▸ **What the task requires**: Match the word "other". Return each line of the data below where it appears.
*** Input data
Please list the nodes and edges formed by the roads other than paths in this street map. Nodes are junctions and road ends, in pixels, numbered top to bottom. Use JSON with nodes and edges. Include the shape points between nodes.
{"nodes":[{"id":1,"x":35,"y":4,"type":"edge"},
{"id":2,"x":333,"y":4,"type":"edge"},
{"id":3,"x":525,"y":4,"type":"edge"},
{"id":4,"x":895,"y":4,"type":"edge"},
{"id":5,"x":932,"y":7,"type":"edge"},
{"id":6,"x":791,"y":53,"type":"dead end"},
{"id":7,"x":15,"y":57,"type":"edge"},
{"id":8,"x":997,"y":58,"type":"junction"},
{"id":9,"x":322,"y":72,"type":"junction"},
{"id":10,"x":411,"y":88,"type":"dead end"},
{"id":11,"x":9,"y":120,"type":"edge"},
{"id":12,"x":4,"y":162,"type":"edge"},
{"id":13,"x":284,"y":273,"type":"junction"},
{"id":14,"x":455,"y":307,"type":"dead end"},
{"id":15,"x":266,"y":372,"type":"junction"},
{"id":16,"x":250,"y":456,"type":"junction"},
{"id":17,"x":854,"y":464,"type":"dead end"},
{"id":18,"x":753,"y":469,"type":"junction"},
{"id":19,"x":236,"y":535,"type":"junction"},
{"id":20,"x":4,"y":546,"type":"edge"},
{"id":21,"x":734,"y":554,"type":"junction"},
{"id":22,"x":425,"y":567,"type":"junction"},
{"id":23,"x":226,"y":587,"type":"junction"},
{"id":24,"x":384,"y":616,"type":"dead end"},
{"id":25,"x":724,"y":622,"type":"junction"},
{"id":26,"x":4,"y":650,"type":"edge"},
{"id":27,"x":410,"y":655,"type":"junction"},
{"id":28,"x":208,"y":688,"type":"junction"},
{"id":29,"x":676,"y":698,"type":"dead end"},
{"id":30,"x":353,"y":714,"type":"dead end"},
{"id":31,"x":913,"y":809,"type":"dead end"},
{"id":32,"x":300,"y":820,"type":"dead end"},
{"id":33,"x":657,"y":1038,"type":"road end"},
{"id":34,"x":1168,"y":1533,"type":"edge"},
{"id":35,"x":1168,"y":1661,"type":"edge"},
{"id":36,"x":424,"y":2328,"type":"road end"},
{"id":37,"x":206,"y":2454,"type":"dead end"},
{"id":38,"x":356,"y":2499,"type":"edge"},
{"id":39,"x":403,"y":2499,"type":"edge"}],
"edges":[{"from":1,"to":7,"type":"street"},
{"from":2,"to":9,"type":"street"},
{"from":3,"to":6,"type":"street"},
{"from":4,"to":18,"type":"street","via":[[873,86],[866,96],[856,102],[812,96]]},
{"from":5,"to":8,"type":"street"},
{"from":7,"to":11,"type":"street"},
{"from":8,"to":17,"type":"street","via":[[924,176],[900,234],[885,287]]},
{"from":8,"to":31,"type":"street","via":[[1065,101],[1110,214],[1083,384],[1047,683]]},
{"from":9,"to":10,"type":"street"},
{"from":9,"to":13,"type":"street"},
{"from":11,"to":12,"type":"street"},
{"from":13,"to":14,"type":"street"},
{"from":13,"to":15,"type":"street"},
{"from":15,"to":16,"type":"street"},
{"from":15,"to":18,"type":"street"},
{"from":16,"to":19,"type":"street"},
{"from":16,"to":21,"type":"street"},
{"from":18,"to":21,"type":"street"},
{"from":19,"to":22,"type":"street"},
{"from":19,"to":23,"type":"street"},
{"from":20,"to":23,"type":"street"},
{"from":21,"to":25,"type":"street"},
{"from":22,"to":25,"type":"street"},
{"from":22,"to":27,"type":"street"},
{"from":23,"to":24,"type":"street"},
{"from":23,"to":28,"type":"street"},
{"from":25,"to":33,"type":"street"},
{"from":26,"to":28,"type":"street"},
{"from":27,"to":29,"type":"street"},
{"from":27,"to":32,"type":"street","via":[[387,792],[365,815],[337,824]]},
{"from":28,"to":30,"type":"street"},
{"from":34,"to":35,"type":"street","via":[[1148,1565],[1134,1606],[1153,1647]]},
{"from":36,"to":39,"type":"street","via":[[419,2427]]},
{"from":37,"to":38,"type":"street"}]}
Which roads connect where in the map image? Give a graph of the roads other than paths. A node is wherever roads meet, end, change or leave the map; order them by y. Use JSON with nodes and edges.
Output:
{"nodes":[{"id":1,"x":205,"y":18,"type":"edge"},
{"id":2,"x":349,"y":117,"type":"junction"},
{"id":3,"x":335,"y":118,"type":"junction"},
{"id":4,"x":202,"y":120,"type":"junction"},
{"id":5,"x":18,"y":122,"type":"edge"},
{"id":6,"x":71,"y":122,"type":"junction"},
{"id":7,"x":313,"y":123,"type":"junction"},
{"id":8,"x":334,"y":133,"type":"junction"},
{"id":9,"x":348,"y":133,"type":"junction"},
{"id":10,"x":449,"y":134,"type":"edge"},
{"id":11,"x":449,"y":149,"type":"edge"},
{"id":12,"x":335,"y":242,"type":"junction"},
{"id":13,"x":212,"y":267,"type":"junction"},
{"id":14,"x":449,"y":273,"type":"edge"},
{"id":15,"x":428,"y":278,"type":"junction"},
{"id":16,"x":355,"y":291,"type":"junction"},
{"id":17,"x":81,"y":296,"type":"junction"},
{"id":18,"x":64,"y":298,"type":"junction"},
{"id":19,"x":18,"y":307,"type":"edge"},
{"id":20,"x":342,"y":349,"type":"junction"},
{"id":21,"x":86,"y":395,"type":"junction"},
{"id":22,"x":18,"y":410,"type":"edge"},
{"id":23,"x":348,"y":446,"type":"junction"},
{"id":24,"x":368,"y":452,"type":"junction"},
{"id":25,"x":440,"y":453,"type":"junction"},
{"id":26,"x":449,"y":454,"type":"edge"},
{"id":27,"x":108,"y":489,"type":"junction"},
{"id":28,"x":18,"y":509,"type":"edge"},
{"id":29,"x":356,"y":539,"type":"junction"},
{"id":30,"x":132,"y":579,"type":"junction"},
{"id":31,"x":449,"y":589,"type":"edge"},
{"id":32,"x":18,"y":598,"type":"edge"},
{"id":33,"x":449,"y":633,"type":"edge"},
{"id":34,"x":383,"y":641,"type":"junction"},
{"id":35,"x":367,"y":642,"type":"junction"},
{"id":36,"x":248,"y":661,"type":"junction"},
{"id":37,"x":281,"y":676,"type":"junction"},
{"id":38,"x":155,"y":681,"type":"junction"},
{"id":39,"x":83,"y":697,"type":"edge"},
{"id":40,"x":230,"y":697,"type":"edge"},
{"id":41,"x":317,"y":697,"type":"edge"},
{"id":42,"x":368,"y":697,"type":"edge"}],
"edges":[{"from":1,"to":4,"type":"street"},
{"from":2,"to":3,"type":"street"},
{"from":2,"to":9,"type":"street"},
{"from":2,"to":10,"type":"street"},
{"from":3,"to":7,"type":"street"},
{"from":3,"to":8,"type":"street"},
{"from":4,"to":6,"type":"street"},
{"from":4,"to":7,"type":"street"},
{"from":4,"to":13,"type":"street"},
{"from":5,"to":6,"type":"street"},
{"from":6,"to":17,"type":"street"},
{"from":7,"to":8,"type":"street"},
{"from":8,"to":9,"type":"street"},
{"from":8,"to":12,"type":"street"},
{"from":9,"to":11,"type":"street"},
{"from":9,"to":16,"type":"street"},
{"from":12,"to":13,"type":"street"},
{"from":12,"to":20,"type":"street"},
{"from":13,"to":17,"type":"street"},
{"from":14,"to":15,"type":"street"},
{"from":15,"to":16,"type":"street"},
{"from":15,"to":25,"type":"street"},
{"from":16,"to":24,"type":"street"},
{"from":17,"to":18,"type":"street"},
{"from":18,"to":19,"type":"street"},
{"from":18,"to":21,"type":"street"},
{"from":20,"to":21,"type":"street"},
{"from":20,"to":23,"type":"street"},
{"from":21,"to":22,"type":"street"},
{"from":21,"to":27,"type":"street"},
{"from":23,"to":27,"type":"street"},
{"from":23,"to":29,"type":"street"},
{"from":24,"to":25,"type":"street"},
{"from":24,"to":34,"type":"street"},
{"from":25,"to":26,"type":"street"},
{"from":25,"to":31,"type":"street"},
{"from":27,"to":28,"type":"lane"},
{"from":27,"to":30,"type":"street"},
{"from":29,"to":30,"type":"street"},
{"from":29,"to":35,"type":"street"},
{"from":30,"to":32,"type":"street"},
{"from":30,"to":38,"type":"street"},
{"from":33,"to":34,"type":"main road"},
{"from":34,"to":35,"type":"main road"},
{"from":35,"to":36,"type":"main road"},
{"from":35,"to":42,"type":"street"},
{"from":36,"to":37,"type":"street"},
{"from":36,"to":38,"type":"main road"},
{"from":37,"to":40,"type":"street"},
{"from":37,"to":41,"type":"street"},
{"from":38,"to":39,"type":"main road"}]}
******
▸ **Solution below**:
Please list the nodes and edges formed by the roads other than paths in this street map. Nodes are junctions and road ends, in pixels, numbered top to bottom. Use JSON with nodes and edges. Include the shape points between nodes.
Which roads connect where in the map image? Give a graph of the roads other than paths. A node is wherever roads meet, end, change or leave the map; order them by y. Use JSON with nodes and edges.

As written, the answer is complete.